Angry protests as poisoned school meal kills 22 children in India
22 Indian children have died after eating free school meals, feared tainted with insecticide, while street protests erupt in wake of tragedy
Twenty-two children died after eating a free lunch feared to have contained poisonous chemicals at an Indian primary school, officials said yesterday, as the tragedy sparked street protests.
Another 30 children were still in hospital after consuming the meal of lentils, vegetables and rice cooked at a village school in the impoverished state of Bihar on Tuesday, amid fears the food may have been contaminated with insecticide.
Video: Riot in India as school meal kills dozens of children
Twenty of the children, aged between four and 10, were buried near the school in the village of Masrakh yesterday morning.
There were emotional scenes as children, their limbs dangling and heads lolling, were admitted to a hospital in Chhapra, the main town of Saran district where the school is located. Other pupils, lying listless on stretchers, were placed on intravenous drips amid chaotic scenes at the hospital. Outside, relatives wept.
"My children had gone to school to study. They came back home crying, and said it hurts," one distraught father told the NDTV network.
"I took them into my arms, but they kept crying, saying their stomach hurt very badly."
Running to the school to find out what had happened, the father said he saw "many bodies of children lying on the ground".
Savita, an 11-year-old student who uses only one name, said she had a stomach ache after eating soybeans and potatoes and started vomiting. "I don't know what happened after that," Savita said in an interview at Patna Medical College Hospital.
Bihar state education minister P.K. Shahi said the midday meal "appears to be poisonous".
The cook also died after eating the food, local government official Amarjeet Sinha said. Her two children, who studied at the same school, were receiving treatment in hospital.
As the death toll continued to rise, angry residents armed with poles and sticks took to the streets of Chhapra. The crowd smashed the windows of police buses and other vehicles and overturned a police booth.
"Hundreds of angry people staged a protest in Saran … demanding stern action against government officials responsible for this shocking incident," said district government official S.K. Mall. A preliminary investigation had shown the meal may have contained traces of phosphate from insecticide in the vegetables, Sinha said.
He said doctors were treating victims with atropine, which was effective against organophosphate poisoning.
Media reports quoted villagers as saying the use of contaminated, foul-smelling mustard oil for cooking at the school could also have caused the deaths.
"Investigators are examining midday meal samples and samples of victims' vomit.
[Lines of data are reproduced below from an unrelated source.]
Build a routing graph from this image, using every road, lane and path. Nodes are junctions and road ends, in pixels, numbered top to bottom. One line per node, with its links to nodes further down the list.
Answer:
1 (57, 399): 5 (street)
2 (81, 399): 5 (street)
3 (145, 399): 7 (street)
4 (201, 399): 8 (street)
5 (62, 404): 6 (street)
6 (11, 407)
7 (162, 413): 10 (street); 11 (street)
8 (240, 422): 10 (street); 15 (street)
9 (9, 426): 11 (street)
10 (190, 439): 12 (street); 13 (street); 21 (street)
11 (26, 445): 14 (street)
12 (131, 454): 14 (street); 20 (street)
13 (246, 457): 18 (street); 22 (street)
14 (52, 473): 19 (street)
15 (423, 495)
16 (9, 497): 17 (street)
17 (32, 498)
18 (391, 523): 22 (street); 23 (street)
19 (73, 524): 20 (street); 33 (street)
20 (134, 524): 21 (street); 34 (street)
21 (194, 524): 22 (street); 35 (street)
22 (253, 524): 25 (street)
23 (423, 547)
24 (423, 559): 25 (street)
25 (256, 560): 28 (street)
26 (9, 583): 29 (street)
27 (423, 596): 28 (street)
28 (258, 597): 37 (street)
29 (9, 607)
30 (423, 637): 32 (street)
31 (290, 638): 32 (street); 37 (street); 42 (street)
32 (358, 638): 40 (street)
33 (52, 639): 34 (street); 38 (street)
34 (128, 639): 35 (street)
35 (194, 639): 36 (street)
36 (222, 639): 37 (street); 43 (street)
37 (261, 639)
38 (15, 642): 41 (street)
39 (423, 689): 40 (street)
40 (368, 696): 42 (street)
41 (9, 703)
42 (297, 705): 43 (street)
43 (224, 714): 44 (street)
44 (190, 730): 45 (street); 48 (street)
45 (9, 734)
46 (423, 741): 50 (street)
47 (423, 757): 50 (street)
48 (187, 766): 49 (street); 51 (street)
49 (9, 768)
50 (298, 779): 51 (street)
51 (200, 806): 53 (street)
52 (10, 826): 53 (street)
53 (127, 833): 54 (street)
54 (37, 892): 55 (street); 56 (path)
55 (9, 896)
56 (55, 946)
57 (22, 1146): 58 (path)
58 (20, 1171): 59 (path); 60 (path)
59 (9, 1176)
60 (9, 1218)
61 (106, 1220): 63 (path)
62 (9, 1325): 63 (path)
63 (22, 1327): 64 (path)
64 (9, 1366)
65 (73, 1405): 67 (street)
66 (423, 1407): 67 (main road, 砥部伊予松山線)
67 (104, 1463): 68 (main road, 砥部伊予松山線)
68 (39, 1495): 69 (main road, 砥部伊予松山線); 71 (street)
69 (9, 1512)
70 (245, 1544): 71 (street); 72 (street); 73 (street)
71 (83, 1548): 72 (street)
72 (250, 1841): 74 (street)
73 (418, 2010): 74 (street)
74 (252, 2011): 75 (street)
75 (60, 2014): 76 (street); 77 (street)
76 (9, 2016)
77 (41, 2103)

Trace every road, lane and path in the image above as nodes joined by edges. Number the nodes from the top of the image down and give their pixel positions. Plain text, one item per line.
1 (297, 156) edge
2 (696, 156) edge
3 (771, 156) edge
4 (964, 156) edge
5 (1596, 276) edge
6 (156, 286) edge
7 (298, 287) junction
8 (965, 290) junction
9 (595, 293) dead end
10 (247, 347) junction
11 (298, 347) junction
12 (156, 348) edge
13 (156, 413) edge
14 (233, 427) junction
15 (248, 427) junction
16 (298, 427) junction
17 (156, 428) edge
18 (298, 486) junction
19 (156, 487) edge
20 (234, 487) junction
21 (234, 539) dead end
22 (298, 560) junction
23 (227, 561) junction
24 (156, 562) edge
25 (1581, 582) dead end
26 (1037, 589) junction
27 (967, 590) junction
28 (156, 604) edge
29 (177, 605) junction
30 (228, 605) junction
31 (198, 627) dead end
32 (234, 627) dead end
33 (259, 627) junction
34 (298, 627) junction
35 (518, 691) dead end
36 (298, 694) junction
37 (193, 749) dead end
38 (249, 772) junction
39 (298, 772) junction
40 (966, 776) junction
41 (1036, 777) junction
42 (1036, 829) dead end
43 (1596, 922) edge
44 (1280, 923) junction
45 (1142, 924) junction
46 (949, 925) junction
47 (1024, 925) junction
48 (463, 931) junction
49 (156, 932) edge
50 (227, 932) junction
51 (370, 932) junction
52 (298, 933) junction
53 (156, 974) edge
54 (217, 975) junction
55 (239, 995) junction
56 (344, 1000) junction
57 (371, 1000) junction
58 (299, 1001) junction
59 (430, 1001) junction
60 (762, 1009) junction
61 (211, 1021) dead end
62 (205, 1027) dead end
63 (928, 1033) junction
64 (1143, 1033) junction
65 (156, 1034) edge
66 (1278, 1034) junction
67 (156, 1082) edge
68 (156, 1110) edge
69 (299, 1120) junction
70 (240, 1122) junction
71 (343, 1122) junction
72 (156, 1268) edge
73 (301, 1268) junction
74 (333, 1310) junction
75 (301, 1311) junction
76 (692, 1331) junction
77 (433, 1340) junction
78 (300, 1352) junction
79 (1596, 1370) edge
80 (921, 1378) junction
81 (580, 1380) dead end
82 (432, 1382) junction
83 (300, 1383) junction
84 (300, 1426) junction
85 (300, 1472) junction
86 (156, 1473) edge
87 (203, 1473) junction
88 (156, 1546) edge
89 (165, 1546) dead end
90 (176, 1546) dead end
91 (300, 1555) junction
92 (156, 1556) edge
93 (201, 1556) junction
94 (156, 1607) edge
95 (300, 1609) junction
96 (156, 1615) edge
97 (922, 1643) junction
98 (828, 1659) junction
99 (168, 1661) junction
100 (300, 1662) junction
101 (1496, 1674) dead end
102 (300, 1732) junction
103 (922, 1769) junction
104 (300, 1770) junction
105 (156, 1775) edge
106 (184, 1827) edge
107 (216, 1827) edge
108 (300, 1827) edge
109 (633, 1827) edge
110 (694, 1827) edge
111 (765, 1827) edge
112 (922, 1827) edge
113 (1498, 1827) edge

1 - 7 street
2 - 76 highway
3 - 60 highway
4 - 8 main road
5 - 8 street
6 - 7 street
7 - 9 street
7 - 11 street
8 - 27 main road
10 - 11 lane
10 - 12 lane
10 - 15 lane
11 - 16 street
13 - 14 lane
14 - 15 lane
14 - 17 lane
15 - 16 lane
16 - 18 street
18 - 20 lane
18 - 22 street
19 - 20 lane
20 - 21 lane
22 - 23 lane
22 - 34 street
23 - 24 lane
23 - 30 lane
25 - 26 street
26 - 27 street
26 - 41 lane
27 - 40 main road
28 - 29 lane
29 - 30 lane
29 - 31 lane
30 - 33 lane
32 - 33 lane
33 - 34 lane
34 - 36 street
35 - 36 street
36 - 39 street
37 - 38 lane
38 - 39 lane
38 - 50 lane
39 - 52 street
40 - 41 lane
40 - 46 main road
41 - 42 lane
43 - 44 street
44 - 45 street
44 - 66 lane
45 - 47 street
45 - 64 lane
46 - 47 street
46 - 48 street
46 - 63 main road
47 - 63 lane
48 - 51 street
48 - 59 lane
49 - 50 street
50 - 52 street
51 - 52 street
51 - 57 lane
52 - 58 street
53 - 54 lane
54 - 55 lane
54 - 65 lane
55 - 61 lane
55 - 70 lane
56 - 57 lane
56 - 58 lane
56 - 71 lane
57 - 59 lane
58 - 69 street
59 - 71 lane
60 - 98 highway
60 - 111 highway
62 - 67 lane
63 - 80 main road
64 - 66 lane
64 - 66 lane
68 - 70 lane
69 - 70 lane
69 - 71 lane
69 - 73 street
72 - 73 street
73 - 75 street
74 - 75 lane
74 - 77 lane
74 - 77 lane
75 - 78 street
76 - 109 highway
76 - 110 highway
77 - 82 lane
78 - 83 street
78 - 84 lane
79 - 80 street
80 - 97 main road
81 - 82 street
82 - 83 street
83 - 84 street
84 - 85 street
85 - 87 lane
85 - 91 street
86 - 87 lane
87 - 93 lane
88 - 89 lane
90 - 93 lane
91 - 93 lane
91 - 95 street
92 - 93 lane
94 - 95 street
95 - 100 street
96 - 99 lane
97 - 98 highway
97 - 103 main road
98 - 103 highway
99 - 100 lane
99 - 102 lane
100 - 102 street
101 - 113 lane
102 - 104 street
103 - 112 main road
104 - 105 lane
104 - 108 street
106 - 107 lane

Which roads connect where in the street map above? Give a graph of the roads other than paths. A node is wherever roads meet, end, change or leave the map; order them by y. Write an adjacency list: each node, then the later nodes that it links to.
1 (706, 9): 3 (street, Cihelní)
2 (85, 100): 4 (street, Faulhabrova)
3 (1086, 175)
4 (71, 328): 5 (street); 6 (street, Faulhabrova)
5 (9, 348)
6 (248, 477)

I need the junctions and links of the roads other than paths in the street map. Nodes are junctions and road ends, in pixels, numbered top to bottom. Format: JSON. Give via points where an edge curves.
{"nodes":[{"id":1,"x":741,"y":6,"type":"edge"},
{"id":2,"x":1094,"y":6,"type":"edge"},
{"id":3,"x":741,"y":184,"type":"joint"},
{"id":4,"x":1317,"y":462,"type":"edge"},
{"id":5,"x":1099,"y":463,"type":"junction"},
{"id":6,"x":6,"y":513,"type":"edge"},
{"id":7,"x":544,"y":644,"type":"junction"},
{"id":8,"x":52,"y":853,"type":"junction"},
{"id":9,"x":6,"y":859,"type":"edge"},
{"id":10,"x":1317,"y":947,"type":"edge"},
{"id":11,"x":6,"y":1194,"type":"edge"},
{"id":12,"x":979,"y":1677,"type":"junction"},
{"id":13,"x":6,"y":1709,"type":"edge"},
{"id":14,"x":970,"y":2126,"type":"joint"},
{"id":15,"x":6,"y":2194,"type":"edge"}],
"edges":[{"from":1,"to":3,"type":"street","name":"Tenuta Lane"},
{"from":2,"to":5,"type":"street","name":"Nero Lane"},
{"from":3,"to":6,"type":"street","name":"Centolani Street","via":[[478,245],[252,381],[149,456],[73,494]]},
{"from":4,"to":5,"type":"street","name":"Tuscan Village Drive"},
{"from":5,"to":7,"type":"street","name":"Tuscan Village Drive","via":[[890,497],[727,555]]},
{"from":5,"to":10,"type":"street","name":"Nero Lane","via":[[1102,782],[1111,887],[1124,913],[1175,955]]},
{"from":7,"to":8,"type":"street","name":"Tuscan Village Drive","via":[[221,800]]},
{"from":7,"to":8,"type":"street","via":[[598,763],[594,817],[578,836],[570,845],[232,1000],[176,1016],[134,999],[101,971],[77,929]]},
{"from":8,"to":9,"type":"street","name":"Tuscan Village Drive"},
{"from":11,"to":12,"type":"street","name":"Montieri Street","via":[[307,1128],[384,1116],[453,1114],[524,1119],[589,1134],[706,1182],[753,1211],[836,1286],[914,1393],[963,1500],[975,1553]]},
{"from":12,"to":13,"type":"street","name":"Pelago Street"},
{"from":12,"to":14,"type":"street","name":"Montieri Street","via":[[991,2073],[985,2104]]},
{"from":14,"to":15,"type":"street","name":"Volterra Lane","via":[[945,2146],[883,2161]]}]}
Only the final report of inquiry will reveal the real cause," Sinha said.
Bihar chief minister Nitish Kumar announced a compensation payment of 200,000 rupees (HK$26,000) for each of the bereaved families.
India runs the world's largest free school meal scheme, covering 120 million children. The Supreme Court ordered state governments in 2001 to provide free lunches to students in all state-run primary schools.
Educators see the midday meal scheme as a way to increase school attendance, in a country where almost half of all young children are undernourished.
But children often suffer from food poisoning due to poor hygiene in kitchens and sub-standard food.
More than 130 students were taken to hospital in the western city of Pune last year after eating lunch at school, the Times of India reported.
An investigation revealed that the food was contaminated with E. coli bacteria.
Food prices have soared in India over the past six years, causing increased hardship for the 455 million people estimated by the World Bank to be living below the poverty line.